Extracted data:
Start of Block

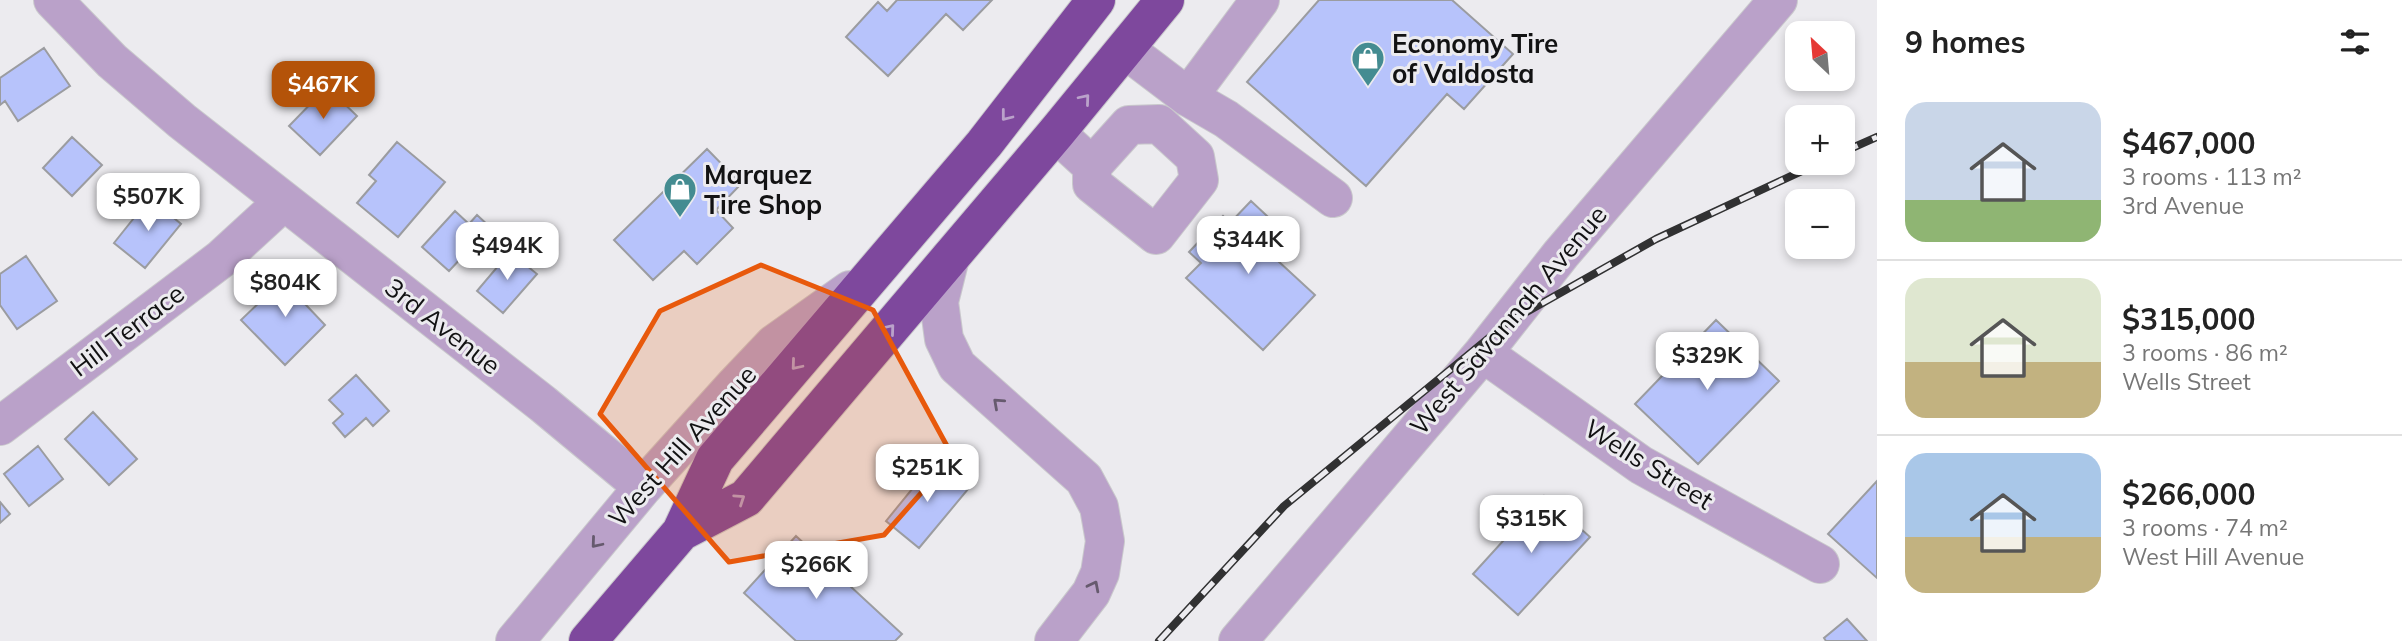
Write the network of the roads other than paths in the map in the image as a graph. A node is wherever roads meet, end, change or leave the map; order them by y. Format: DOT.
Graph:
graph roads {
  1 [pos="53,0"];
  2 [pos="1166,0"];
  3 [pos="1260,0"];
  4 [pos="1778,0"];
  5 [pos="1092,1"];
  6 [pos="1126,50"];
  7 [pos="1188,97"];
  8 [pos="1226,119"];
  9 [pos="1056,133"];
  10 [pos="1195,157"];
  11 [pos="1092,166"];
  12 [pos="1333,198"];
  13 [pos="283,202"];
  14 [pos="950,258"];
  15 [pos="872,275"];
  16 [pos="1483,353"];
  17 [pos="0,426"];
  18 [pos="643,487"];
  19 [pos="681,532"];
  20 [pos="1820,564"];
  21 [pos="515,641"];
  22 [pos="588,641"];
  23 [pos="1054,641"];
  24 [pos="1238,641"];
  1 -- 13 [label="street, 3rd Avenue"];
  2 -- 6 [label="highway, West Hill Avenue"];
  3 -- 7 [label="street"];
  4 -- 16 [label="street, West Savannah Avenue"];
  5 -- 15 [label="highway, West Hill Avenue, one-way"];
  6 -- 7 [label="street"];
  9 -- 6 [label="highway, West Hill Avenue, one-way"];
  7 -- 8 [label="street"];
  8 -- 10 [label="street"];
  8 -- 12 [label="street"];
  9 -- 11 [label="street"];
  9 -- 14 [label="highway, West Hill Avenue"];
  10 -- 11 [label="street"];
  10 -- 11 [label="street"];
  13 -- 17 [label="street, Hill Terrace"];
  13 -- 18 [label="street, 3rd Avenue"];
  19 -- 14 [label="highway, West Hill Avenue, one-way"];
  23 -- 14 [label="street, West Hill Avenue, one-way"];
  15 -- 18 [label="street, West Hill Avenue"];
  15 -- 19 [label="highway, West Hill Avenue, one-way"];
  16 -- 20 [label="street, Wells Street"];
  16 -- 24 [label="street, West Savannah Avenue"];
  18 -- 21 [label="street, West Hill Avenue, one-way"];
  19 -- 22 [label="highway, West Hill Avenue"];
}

End of Block

Assignment: In the entries above, tally the lines containing the word "highway" and return only the tally.

Answer space: 7